## [ASSIGNMENT]
Repeat each entry exactly and drop the pictures.

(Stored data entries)

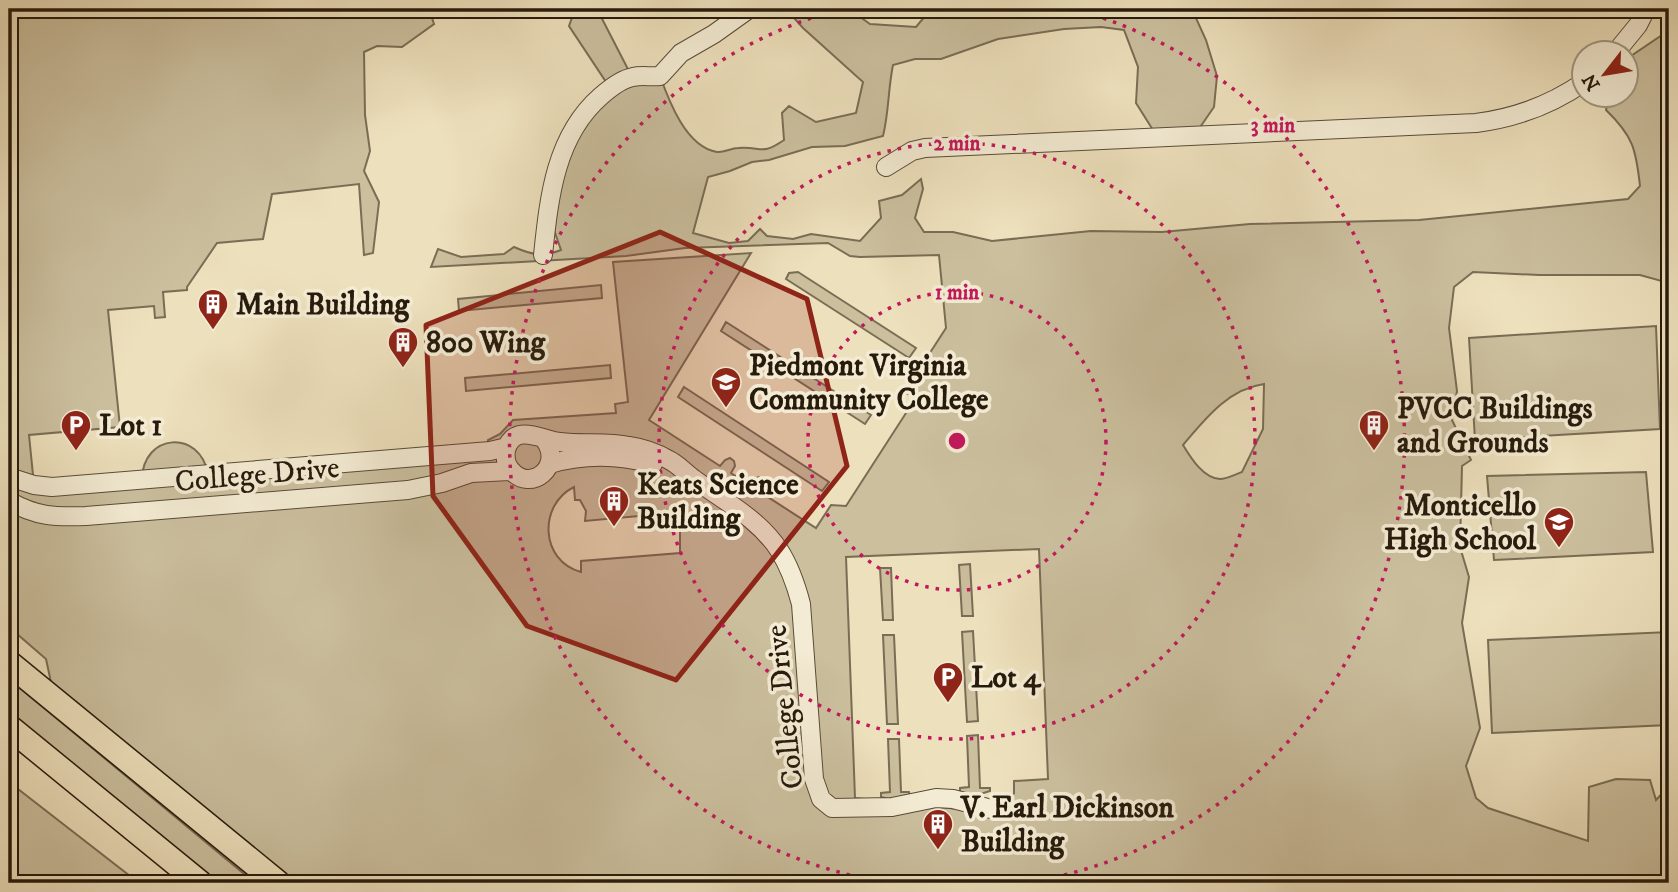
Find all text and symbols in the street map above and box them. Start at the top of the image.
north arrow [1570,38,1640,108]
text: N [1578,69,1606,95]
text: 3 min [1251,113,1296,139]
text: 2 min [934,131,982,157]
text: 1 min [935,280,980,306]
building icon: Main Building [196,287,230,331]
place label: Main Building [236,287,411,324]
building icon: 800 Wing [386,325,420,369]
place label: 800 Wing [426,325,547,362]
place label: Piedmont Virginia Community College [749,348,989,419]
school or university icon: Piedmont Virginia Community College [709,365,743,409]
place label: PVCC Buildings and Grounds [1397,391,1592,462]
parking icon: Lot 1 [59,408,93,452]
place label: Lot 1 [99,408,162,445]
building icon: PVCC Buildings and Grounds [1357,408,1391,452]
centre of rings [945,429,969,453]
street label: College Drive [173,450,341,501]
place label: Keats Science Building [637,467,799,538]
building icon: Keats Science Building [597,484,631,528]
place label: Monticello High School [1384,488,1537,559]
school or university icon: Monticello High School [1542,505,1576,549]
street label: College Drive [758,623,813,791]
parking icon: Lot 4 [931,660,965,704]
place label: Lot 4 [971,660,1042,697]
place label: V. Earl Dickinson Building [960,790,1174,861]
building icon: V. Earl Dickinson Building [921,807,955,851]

## [EXERCISE RESPONSE]
Find all text and symbols in the street map above and box them. Start at the top of the image.
north arrow [1570,38,1640,108]
text: N [1578,69,1606,95]
text: 3 min [1251,113,1296,139]
text: 2 min [934,131,982,157]
text: 1 min [935,280,980,306]
building icon: Main Building [196,287,230,331]
place label: Main Building [236,287,411,324]
building icon: 800 Wing [386,325,420,369]
place label: 800 Wing [426,325,547,362]
place label: Piedmont Virginia Community College [749,348,989,419]
school or university icon: Piedmont Virginia Community College [709,365,743,409]
place label: PVCC Buildings and Grounds [1397,391,1592,462]
parking icon: Lot 1 [59,408,93,452]
place label: Lot 1 [99,408,162,445]
building icon: PVCC Buildings and Grounds [1357,408,1391,452]
centre of rings [945,429,969,453]
street label: College Drive [173,450,341,501]
place label: Keats Science Building [637,467,799,538]
building icon: Keats Science Building [597,484,631,528]
place label: Monticello High School [1384,488,1537,559]
school or university icon: Monticello High School [1542,505,1576,549]
street label: College Drive [758,623,813,791]
parking icon: Lot 4 [931,660,965,704]
place label: Lot 4 [971,660,1042,697]
place label: V. Earl Dickinson Building [960,790,1174,861]
building icon: V. Earl Dickinson Building [921,807,955,851]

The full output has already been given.